Vicuña, Guanaco, and Paco-Vicuña

Photo by Gato andino.

Vicuña, the very word evokes images of exotic luxury. Fleet footed, endangered, poached for their cinnamon colored fiber the vicuña has been a symbol of the spirit of the Andes. Perseverance in the face of adversity. Since the vicuña is no longer endangered in all parts of its current range, roundups called chacus are held to shear the vicuñas. This serves as a source of income for local community development as well as to discourage poaching of these animals. This diminutive animal only stands about 3 foot at the shoulder and is dual coated with a coarser outer coat and superfine undercoat.

Now that vicuña is now considered threatened in some locations rather than endangered the Convention On International Trade In Endangered Species Of Wild Fauna And Flora (CITES ) allows the sale of vicuña fiber and items made with vicuña from specific localities. Each item sold should include a CITES certificate stating origin. The fiber is very fine 6-10 microns. In comparison qiviut is 11-13 microns and angora rabbit is 13 microns.

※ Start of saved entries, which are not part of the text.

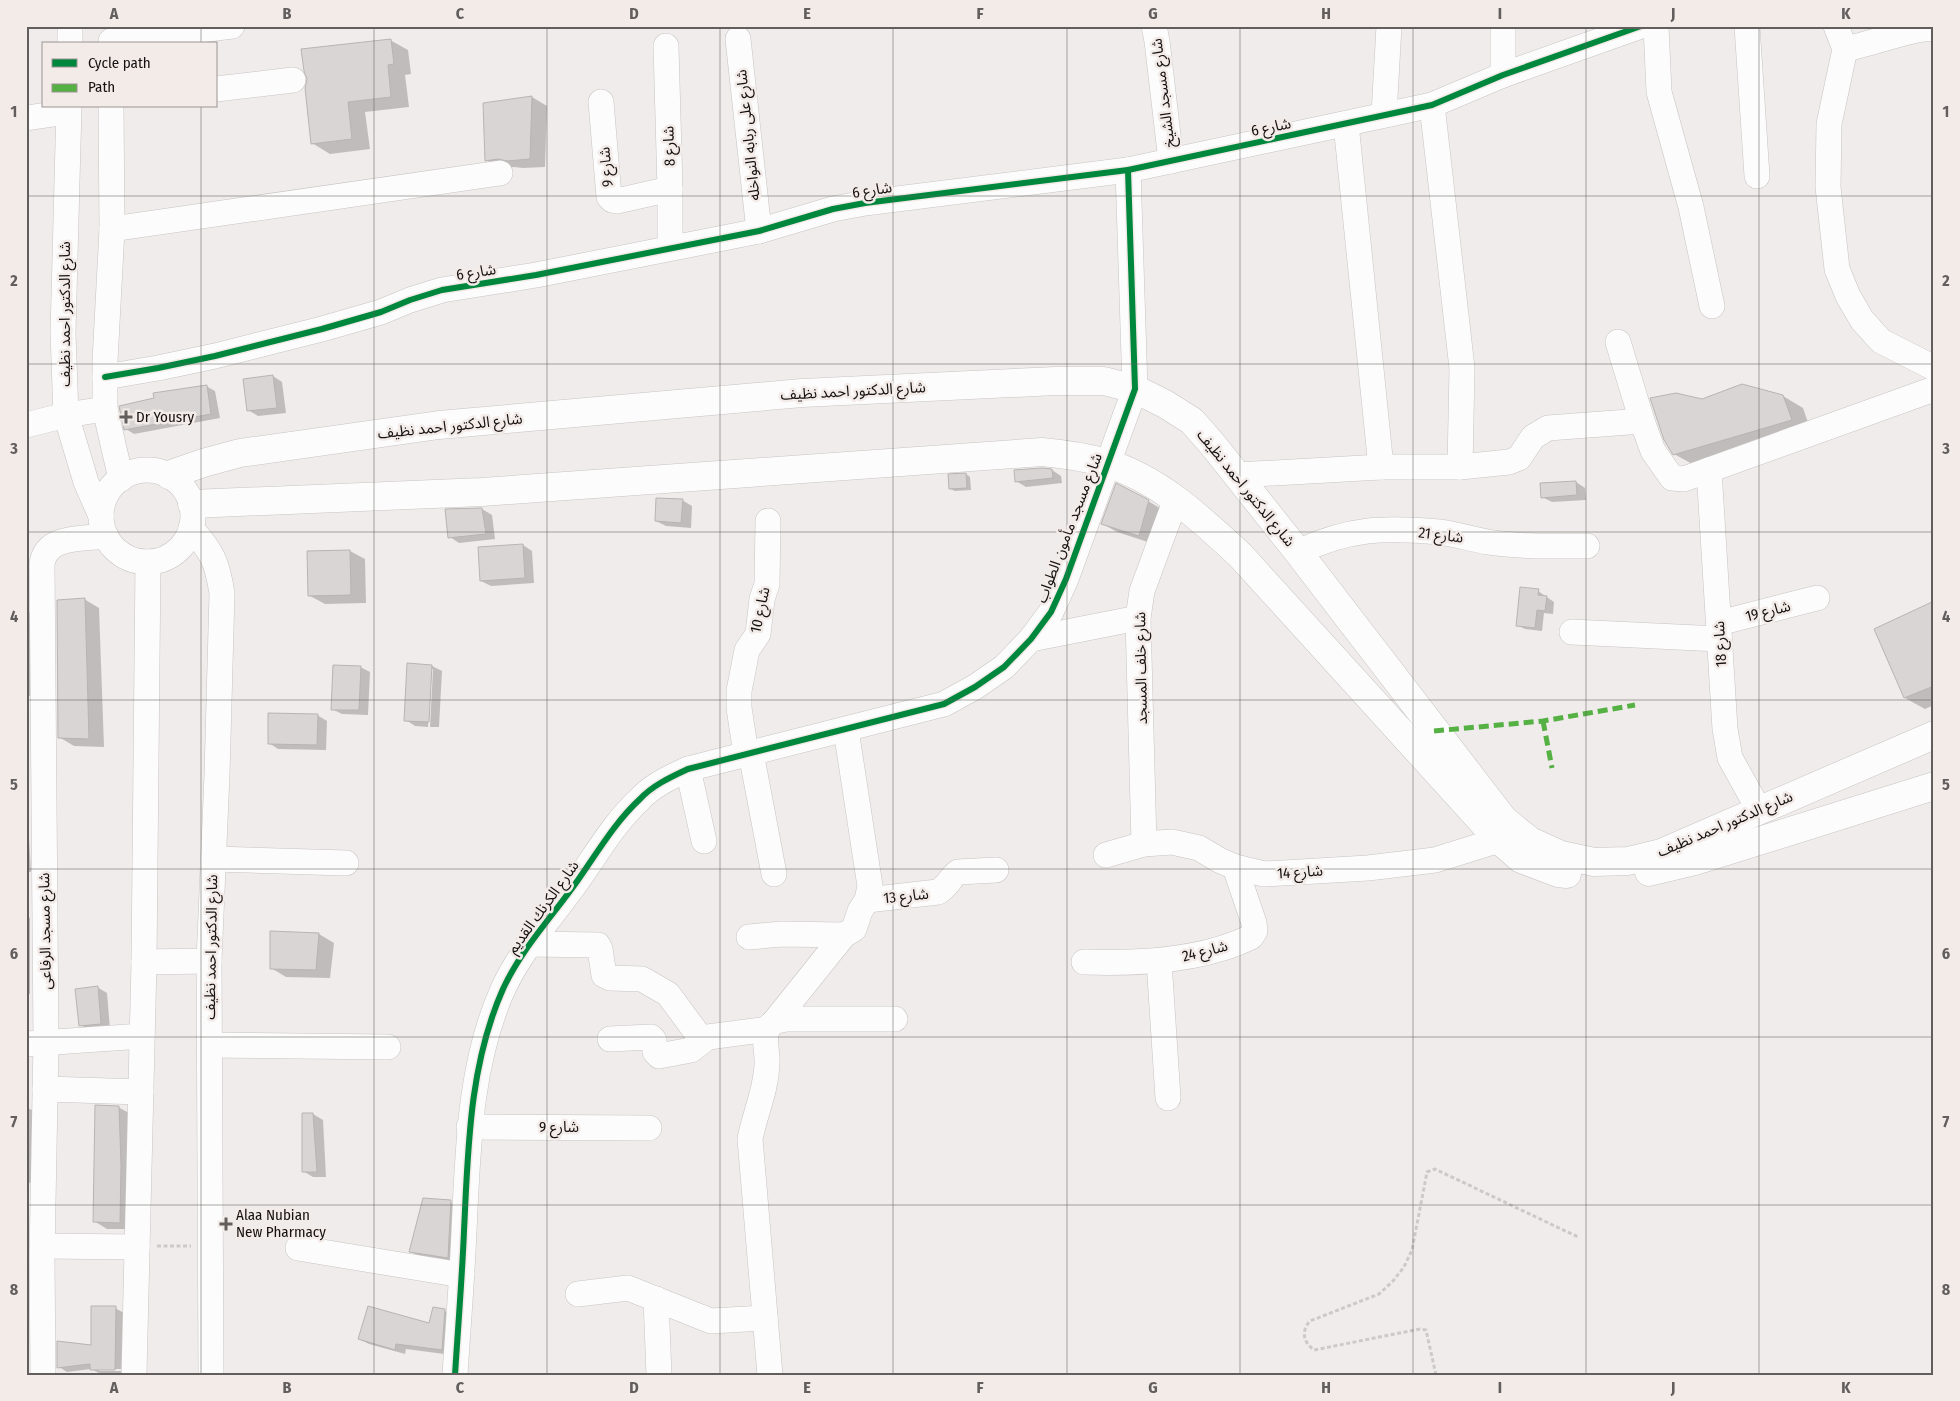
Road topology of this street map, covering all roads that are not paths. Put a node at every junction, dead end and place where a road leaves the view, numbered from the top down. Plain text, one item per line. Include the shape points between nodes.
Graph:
1 (70, 26) edge
2 (232, 26) edge
3 (1154, 26) edge
4 (1389, 26) edge
5 (1503, 26) edge
6 (1641, 26) edge
7 (1656, 26) edge
8 (1747, 26) edge
9 (1934, 29) edge
10 (111, 37) edge
11 (1840, 38) edge
12 (738, 39) dead end
13 (70, 42) edge
14 (666, 46) dead end
15 (1503, 75) junction
16 (293, 80) dead end
17 (218, 89) edge
18 (601, 102) dead end
19 (1432, 105) junction
20 (111, 108) edge
21 (69, 109) edge
22 (1384, 116) junction
23 (26, 118) edge
24 (1346, 124) junction
25 (1171, 160) junction
26 (1128, 170) junction
27 (500, 173) dead end
28 (1757, 176) dead end
29 (670, 189) junction
30 (112, 228) junction
31 (759, 231) junction
32 (670, 247) junction
33 (1712, 306) dead end
34 (1618, 342) dead end
35 (1934, 368) edge
36 (105, 377) junction
37 (1135, 389) junction
38 (1934, 389) edge
39 (105, 409) junction
40 (66, 415) junction
41 (1642, 421) junction
42 (26, 425) edge
43 (1107, 464) junction
44 (1381, 467) junction
45 (1460, 467) junction
46 (1709, 470) junction
47 (168, 475) junction
48 (1237, 475) junction
49 (121, 478) junction
50 (1176, 499) junction
51 (191, 516) junction
52 (768, 521) dead end
53 (104, 526) junction
54 (1587, 546) dead end
55 (1298, 552) junction
56 (148, 562) junction
57 (1817, 598) dead end
58 (1138, 618) junction
59 (1719, 631) junction
60 (1572, 632) dead end
61 (1031, 640) junction
62 (35, 710) edge
63 (846, 730) junction
64 (1934, 735) edge
65 (748, 754) junction
66 (688, 769) junction
67 (1934, 786) edge
68 (1759, 810) junction
69 (1499, 840) junction
70 (704, 842) dead end
71 (1144, 844) junction
72 (1106, 854) dead end
73 (214, 859) junction
74 (346, 863) dead end
75 (1235, 867) junction
76 (996, 870) dead end
77 (774, 874) dead end
78 (867, 900) junction
79 (844, 935) junction
80 (749, 938) dead end
81 (528, 944) junction
82 (1159, 960) junction
83 (209, 961) junction
84 (144, 962) junction
85 (1084, 962) dead end
86 (895, 1019) dead end
87 (771, 1025) junction
88 (142, 1036) junction
89 (610, 1039) dead end
90 (702, 1040) junction
91 (36, 1043) edge
92 (210, 1045) junction
93 (388, 1047) dead end
94 (45, 1089) junction
95 (141, 1092) junction
96 (1168, 1098) dead end
97 (468, 1127) junction
98 (649, 1128) dead end
99 (137, 1247) junction
100 (298, 1248) dead end
101 (37, 1253) edge
102 (462, 1275) junction
103 (578, 1294) dead end
104 (656, 1299) junction
105 (34, 1311) edge
106 (765, 1318) junction
107 (43, 1375) edge
108 (134, 1375) edge
109 (211, 1375) edge
110 (455, 1375) edge
111 (659, 1375) edge
112 (770, 1375) edge

1 - 13 street
2 - 10 street
3 - 25 street, شارع مسجد الشيخ
4 - 22 street
5 - 15 street
6 - 15 street, شارع 6
7 - 33 street via 1659,92 1691,207
8 - 28 street
9 - 11 street via 1920,28 1859,47
11 - 35 street via 1829,124 1828,187 1837,269 1862,320 1882,341
12 - 31 street, شارع على ربابه النواخله
14 - 29 street, شارع 8
15 - 19 street, شارع 6
16 - 17 street
18 - 29 street, شارع 9 via 609,197 617,201
19 - 22 street, شارع 6
19 - 45 street via 1462,368
20 - 30 street
21 - 23 street
21 - 40 street, شارع الدكتور احمد نظيف via 63,333
22 - 24 street, شارع 6
24 - 25 street, شارع 6
24 - 44 street
25 - 26 street, شارع 6
26 - 31 street, شارع 6 via 865,203
26 - 37 street, شارع مسجد مأمون الطواب
27 - 30 street
29 - 32 street, شارع 8
30 - 36 street
31 - 32 street, شارع 6
32 - 36 street, شارع 6 via 536,275 442,290 312,332 216,356
34 - 41 street
36 - 39 street
37 - 43 street, شارع مسجد مأمون الطواب
37 - 47 main road, شارع الدكتور احمد نظيف via 1104,381 1056,381 802,393 459,423 240,453
37 - 48 main road, شارع الدكتور احمد نظيف via 1192,421
38 - 46 street
39 - 40 street
39 - 49 street
40 - 42 street
40 - 53 street, شارع الدكتور احمد نظيف
41 - 45 street via 1548,428 1533,437 1519,458
41 - 46 street via 1654,451 1672,478 1684,479
43 - 50 main road, شارع الدكتور احمد نظيف via 1143,478
43 - 51 main road, شارع الدكتور احمد نظيف via 1042,452
43 - 61 street, شارع مسجد مأمون الطواب via 1066,578 1051,612
44 - 45 street
44 - 48 street
46 - 59 street, شارع 18
47 - 49 street via 144,470
47 - 51 street via 183,487
48 - 55 main road, شارع الدكتور احمد نظيف
49 - 53 street via 104,501
50 - 58 street, شارع خلف المسجد via 1142,591
50 - 69 main road, شارع الدكتور احمد نظيف via 1240,555
51 - 56 street via 185,542 175,552
51 - 73 street, شارع الدكتور احمد نظيف via 218,569 222,594
52 - 65 street, شارع 10 via 767,584 758,634 747,650 739,691
53 - 56 street via 113,547 123,555
53 - 62 street, شارع مسجد الرفاعى via 57,543 44,555
54 - 55 street, شارع 21 via 1534,546 1488,542 1440,532 1375,529 1340,535
55 - 68 main road, شارع الدكتور احمد نظيف via 1504,820 1530,841 1569,857 1594,862 1628,861 1661,853
56 - 84 street
57 - 59 street, شارع 19
58 - 61 street
58 - 71 street, شارع خلف المسجد
59 - 60 street, شارع 19
59 - 68 street, شارع 18 via 1730,758
61 - 63 street, شارع مسجد مأمون الطواب via 1004,667 944,704
62 - 91 street, شارع مسجد الرفاعى
63 - 65 street, شارع مسجد مأمون الطواب
63 - 78 street via 870,886
64 - 68 main road, شارع الدكتور احمد نظيف
65 - 66 street, شارع مسجد مأمون الطواب
65 - 77 street, شارع 10
66 - 70 street
66 - 81 street, شارع الكرنك القديم via 662,781 640,798
67 - 69 main road, شارع الدكتور احمد نظيف via 1694,861 1629,876 1595,878 1558,873 1521,859
69 - 75 street, شارع 14 via 1435,860 1368,868 1264,874
71 - 72 street, شارع 14
71 - 75 street, شارع 14 via 1172,842 1199,848
73 - 74 street
73 - 83 street, شارع الدكتور احمد نظيف
75 - 82 street, شارع 24 via 1254,923 1251,937 1203,953
76 - 78 street, شارع 13 via 958,872 938,892
78 - 79 street via 854,929
79 - 80 street via 782,934
79 - 87 street
81 - 90 street via 598,945 604,975 642,979 668,994
81 - 97 street, شارع الكرنك القديم via 503,990 488,1032
82 - 85 street, شارع 24
82 - 96 street
83 - 84 street
83 - 92 street, شارع الدكتور احمد نظيف
84 - 88 street
86 - 87 street via 786,1019
87 - 90 street
87 - 106 street via 766,1040 766,1085 750,1139
88 - 91 street
88 - 95 street
89 - 90 street via 651,1037 659,1056 691,1050
91 - 94 street, شارع مسجد الرفاعى
92 - 93 street
92 - 109 street, شارع الدكتور احمد نظيف
94 - 95 street
94 - 101 street, شارع مسجد الرفاعى
95 - 99 street
97 - 98 street, شارع 9
97 - 102 street, شارع الكرنك القديم
99 - 101 street
99 - 108 street
100 - 102 street
101 - 105 street, شارع مسجد الرفاعى
102 - 110 street, شارع الكرنك القديم
103 - 104 street via 628,1288
104 - 106 street via 711,1321
104 - 111 street
105 - 107 street, شارع مسجد الرفاعى
106 - 112 street

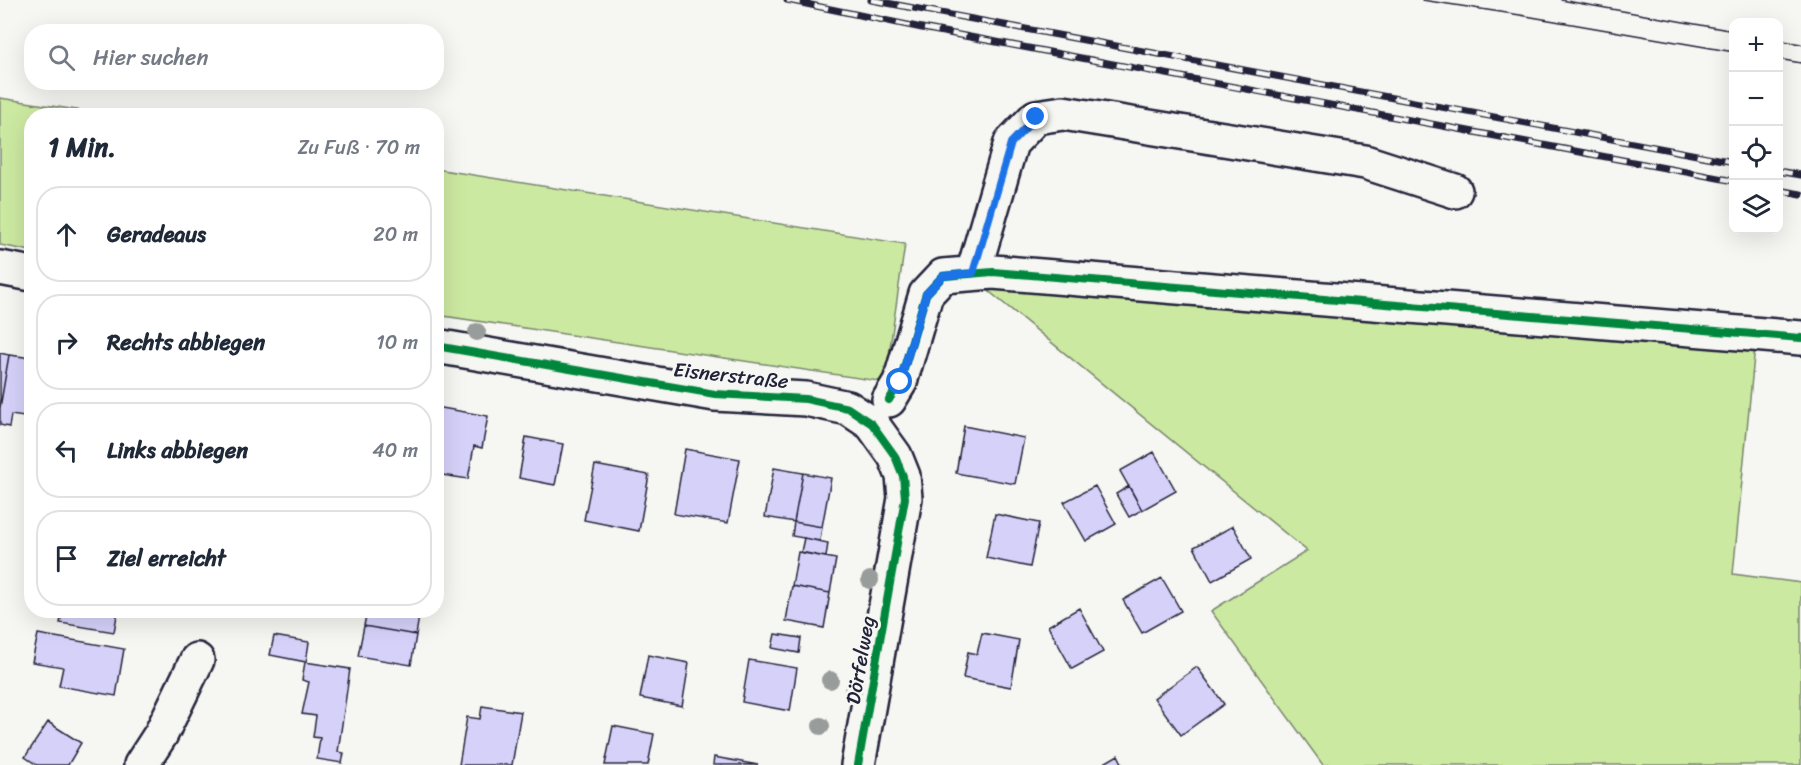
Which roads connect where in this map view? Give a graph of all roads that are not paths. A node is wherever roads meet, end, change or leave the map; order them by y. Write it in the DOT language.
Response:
graph roads {
  1 [pos="1455,191"];
  2 [pos="0,268"];
  3 [pos="24,272"];
  4 [pos="973,273"];
  5 [pos="1801,338"];
  6 [pos="444,347"];
  7 [pos="889,400"];
  8 [pos="894,561"];
  9 [pos="197,660"];
  10 [pos="141,765"];
  11 [pos="858,765"];
  1 -- 4 [label="street"];
  2 -- 3 [label="street"];
  4 -- 5 [label="street"];
  4 -- 7 [label="street"];
  6 -- 8 [label="street, Eisnerstraße"];
  8 -- 11 [label="street, Dörfelweg"];
  9 -- 10 [label="street"];
}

All of the above micron counts come from the British Wool Board.

Photo by static-photo.

Guanaco is to the llama what vicuña is to the alpaca. Unlike its cousin, the guanaco is an threatened rather than an endangered species, and even locally abundant in Tierra Del Fuego. But because its numbers are not as low, guanacos are not protected like the vicuña is.

Photo by crookrw.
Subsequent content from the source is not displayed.